I had to go back to my husband the next day (bridal suites are expensive), and we worked out a new set of rules for the relationship, which worked for another eighteen months until I finally divorced him in 2001. He never again threatened me with violence - I think he had been so shocked by my running away that he didn't want to risk my doing that again.

I became a member of the Methodist church, because I was drawn to its ideas on social justice. Although the services were much less structured than Anglican ones, I still felt every week that I was just settling into prayer when the next hymn would be announced. I met another influential friend at the village chapel; she had a similar church background to mine, and, like me, was searching for somewhere to fit in.

We began to meet up, pray together, and share our opinions and ideas. We were both interested in silent prayer, and found out that there was a Julian group in the city which we started to attend. These interdenominational groups are based around the teachings of Julian of Norwich, and silent prayer is the main focus of the meeting. (If you do not know anything about Julian, please click the link and read the Wikipedia article - she was amazingly ahead of her time!)

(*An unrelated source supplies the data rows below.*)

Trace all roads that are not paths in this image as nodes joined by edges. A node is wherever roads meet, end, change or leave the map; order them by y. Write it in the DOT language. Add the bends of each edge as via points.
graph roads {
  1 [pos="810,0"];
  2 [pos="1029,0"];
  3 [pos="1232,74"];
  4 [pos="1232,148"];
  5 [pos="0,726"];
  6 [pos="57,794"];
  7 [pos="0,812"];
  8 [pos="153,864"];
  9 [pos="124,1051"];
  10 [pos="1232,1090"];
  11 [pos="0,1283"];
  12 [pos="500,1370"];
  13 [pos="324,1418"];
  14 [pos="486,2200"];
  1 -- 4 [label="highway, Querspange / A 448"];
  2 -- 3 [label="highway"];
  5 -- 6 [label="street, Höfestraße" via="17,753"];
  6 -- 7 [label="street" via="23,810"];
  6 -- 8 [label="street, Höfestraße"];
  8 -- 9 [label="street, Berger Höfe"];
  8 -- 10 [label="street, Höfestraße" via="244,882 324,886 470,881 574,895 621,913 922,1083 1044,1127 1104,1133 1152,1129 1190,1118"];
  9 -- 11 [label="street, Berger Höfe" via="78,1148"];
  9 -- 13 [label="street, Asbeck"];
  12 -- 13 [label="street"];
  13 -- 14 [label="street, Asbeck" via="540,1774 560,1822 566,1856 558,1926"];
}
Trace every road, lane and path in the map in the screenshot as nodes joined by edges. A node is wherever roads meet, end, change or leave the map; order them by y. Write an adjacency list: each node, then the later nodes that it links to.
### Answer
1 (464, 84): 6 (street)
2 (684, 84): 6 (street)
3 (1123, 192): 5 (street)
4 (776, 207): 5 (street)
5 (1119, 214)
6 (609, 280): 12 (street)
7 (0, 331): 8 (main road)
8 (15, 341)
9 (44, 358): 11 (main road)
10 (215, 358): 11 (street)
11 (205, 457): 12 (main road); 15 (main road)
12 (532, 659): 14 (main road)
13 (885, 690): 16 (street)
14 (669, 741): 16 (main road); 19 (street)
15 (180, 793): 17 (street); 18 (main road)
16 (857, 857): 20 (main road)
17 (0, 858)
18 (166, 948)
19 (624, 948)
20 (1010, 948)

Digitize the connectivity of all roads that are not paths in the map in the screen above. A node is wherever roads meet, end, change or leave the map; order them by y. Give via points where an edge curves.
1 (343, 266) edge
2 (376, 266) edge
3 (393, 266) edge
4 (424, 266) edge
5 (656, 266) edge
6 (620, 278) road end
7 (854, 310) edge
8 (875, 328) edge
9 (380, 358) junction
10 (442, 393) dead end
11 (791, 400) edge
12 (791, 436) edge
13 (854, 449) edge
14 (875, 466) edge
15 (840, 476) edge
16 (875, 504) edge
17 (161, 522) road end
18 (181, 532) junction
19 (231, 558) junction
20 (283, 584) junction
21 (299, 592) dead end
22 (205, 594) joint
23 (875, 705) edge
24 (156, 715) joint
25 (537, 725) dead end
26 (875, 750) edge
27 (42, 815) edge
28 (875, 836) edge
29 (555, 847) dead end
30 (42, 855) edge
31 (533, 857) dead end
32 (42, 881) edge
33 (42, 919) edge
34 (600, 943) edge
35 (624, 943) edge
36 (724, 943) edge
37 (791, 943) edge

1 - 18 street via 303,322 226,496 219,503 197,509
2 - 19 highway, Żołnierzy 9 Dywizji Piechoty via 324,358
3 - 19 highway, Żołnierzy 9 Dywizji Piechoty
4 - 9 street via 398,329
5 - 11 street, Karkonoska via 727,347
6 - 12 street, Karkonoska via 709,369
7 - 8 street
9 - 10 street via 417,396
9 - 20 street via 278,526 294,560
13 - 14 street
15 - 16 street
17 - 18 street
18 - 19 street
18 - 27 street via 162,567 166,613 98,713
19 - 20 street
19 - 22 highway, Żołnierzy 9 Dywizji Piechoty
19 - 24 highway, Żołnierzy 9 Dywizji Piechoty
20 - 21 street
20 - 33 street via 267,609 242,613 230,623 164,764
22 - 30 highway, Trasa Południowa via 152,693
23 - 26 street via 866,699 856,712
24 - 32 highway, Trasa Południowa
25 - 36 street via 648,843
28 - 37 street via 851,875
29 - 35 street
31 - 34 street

So - a deep desire for social justice, a love of silent worship, pacifist ideas that I had had since I was a child (and heard my father's stories of World War II ), and a belief that no one branch of Christianity, or any other religion, is the sole way to God. The next step seemed blindingly obvious.

My sister had been a senior teacher at a Quaker school, so I knew a little about the Society. Google brought me to the BYM website, and I applied for an information pack. I was so excited when it came; the more I read, the more I found myself in agreement. All sorts of things that I had always thought, but been told were wrong, were OK for Quakers - affirming in court instead of swearing an oath, the complete non-necessity of clergy acting as middlemen, the validity of ongoing revelation. I contacted the clerk at my nearest Meeting, and he came out to see me. Shortly after that, I went to my first Meeting.

I was on a high for days afterwards. I knew absolutely that this was where I was meant to be. At the next Meeting, I was prompted to speak. At the Meeting after that, I stayed on for a Meeting for Business, and was fascinated to see how it worked.

Shortly after that my health took another downturn, and I was unable to attend Meetings for Worship any more. I had plenty of visitors to keep me in touch with the Meeting, and eventually we began to have small MfW in my home, something which has now been extended to other housebound members.

I know now that I am home, and I have never been happier.


Mary Anne said...


you've been through a lot in your life. Thank you for sharing this story. I'm glad you have found a place you can call home.

Gil S said...

Thanks so much Heather for leaving a comment on my blog as it led me to both of yours!

As you may gather I'm a great fan of spiritual autobiography and reading yours has inspired me to keep on writing mine on my blog.

Oh and I've put my answers to the meme of fives as a comment on my blog.

Tola said...

i love this post. thank you for sharing it with us!